These people are not doing unpaid internships. They are paid what they would
be making doing a comparable job elsewhere.

    
    
        Yeah, fuck that shit. If I'm getting zero job security 
        past one month (I know how to get a severance in almost 
        any corporate job; I'm paranoid and well-studied) I'm 
        charging a consulting rate. That's at least $250 per hour 
        for someone like me. A typical tech salary, on a one-month 
        contract? Fuck off.
    

FWIW in Steve's companies people are paid market rate for this month.
Consulting at $250 an hour is really only realistic if you are already working
as a consulting, otherwise you're in the position of spending time getting
clients. The overhead of getting clients for those not already consulting can
easily drop your $250 an hour to $100 an hour for a one month gig.

    
    
        Standard equity disbursals are fucking pathetic and not 
        going to attract anyone skilled. (You might get a stray, 
        talented 22-year-old who doesn't yet know how good he is. 
        One of him per 5 losers.) This doesn't matter for most 
        startups because most of them are marketing gambits 
        involving technology (not technology itself) and can do 
        just fine with a mediocre tech team.
    

IMHO standard equity disbursals based on the tables from top VCs could be
better, but the amount of equity given out is related to the amount of risk
involved. If a startup raised money from a Greylock, Sequoia, A16Z, Benchmark,
etc, than that startup has less risk than a startup with funding from Joe
Schmoe VC. The top VCs offer a lot more support than cash. Some of the top VCs
have hiring departments have helped find us excellent candidates working big
company jobs that are quietly open to working for an rising star startup.
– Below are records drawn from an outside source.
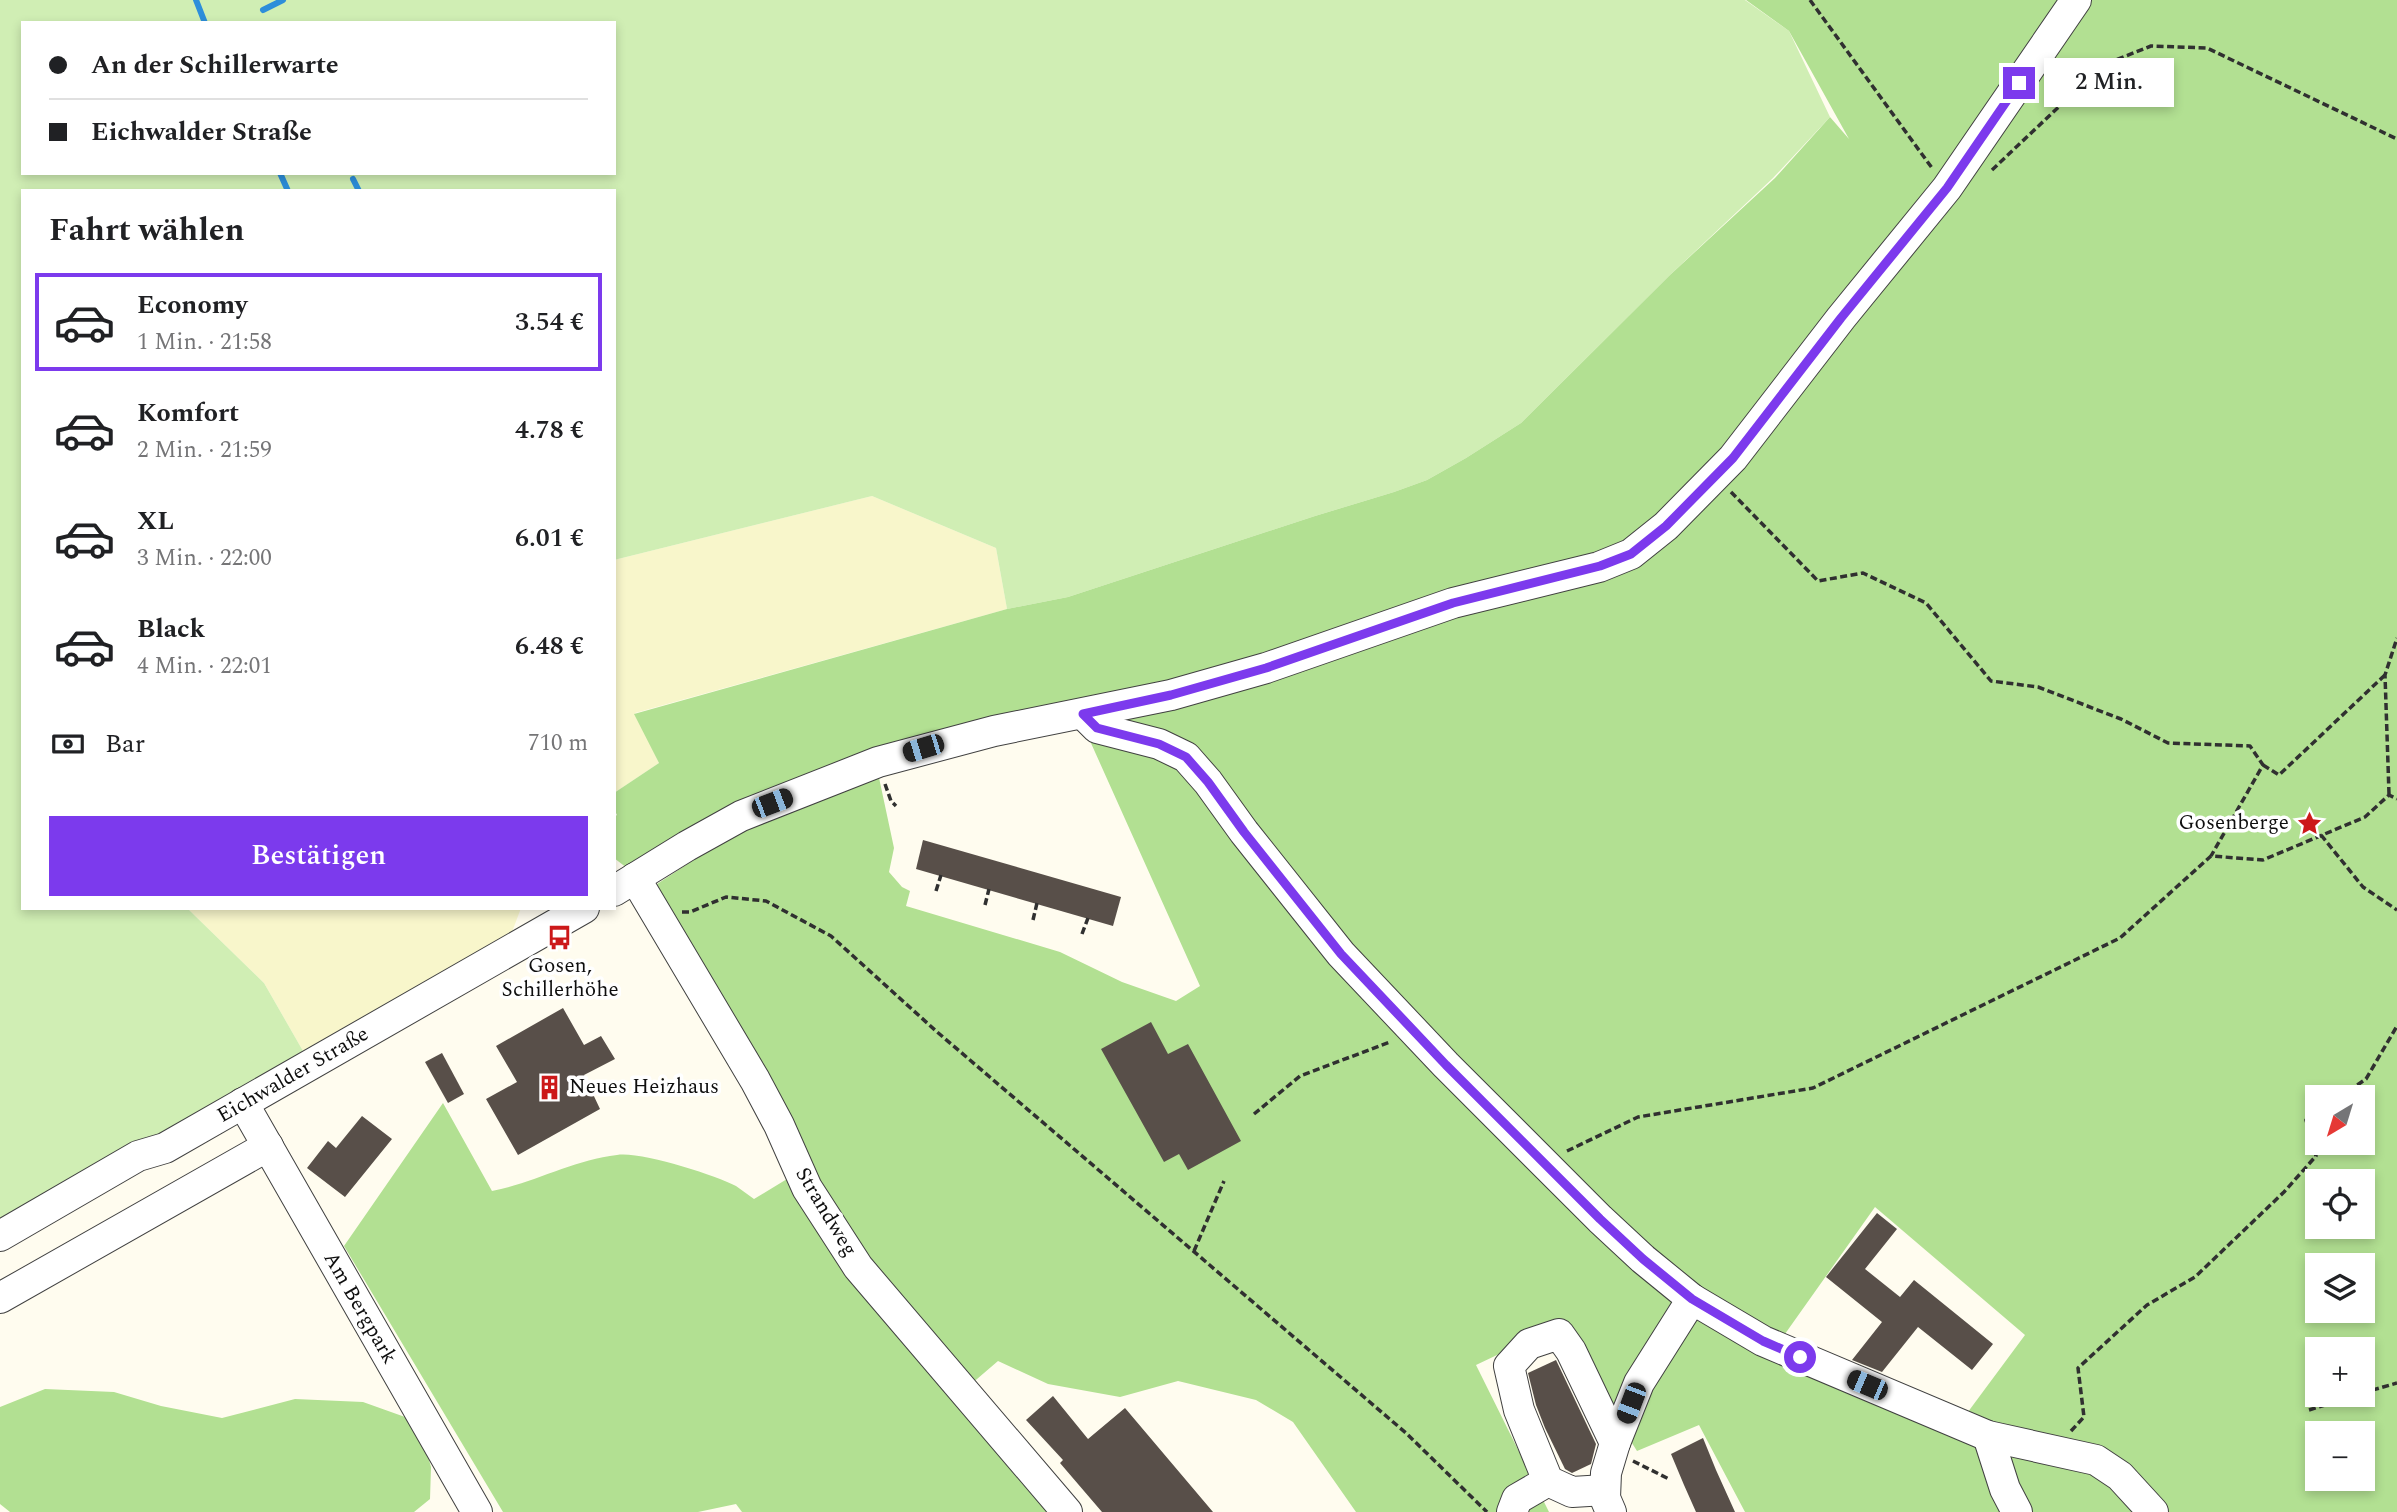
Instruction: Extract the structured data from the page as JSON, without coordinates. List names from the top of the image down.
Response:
{
  "streets": {
    "street": ["Eichwalder Straße", "Strandweg", "Am Bergpark"]
  },
  "crossings": [
    ["Eichwalder Straße", "Am Bergpark"]
  ],
  "places": {
    "place": ["Gosenberge"],
    "bus stop": ["Gosen, Schillerhöhe"],
    "building": ["Neues Heizhaus"]
  },
  "north": "bottom left",
  "page": {
    "banner": ["An der Schillerwarte", "Eichwalder Straße"],
    "bubble": "2 Min.",
    "heading": "Fahrt wählen",
    "list": [
      {
        "name": "Economy",
        "note": "1 Min. · 21:58",
        "value": "3.54 €"
      },
      {
        "name": "Komfort",
        "note": "2 Min. · 21:59",
        "value": "4.78 €"
      },
      {
        "name": "XL",
        "note": "3 Min. · 22:00",
        "value": "6.01 €"
      },
      {
        "name": "Black",
        "note": "4 Min. · 22:01",
        "value": "6.48 €"
      }
    ],
    "pay": ["Bar", "710 m"],
    "buttons": "Bestätigen",
    "map_buttons": ["+", "−"]
  }
}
I've heard enough pitches from startups working on mediocre ideas with no idea
on what their revenue model might be. I'd take 0.1 to 1% at a startup with a
much more real chance of success where I will work with better people than 10%
of options in a stock that wouldn't even get listed on SHITDAQ.

I would love it if equity disbursals were better, but the game is what it is
and anyone who actually wants to make money off equity needs to be a founder.
If your plan is to make money off equity, you need to plan to be a founder
someday and you need to be playing the cards you have now in a way that you
get dealt a solid hand later when you are the founder. It's basically like
counting cards. Make lots of small bets where you don't make a lot of money
and probably leave money on the table until you see that the shoe is set up in
a way that you know your odds are pretty solid and you then start making
bigger bets.

I recommend that people optimize for the quality of people they work with and
the opportunities that get them the most valuable connections and
opportunities long term. Unless you're among the first 5 employees, trying to
optimize for equity is naïve. So few companies are going to be a $1 billion +
exit that your statistical chances of choosing one of those while being among
the first 10-20 employees is stupidly low.

This post from Robert Cezar Matei is highly instructive:
[http://www.quora.com/Instagram/Did-anyone-decline-an-
offer-t...](http://www.quora.com/Instagram/Did-anyone-decline-an-offer-to-
work-at-Instagram/answer/Robert-Cezar-Matei)

At the end of the day, everyone should evaluate stock options on the following
scale ... Are options from this company likely to afford me a new car, new
house or a new life. Unless you can answer new life or possibly new house with
a straight face, you should optimize for salary if you don't plan on founder a
company and if you do, you should optimize for what increases your chances
later of hiring the best people, raising the most money and giving up the
least equity. Founding a company and achieving a successful life changing exit
is a long game.

Disclaimer: I currently work for Steve.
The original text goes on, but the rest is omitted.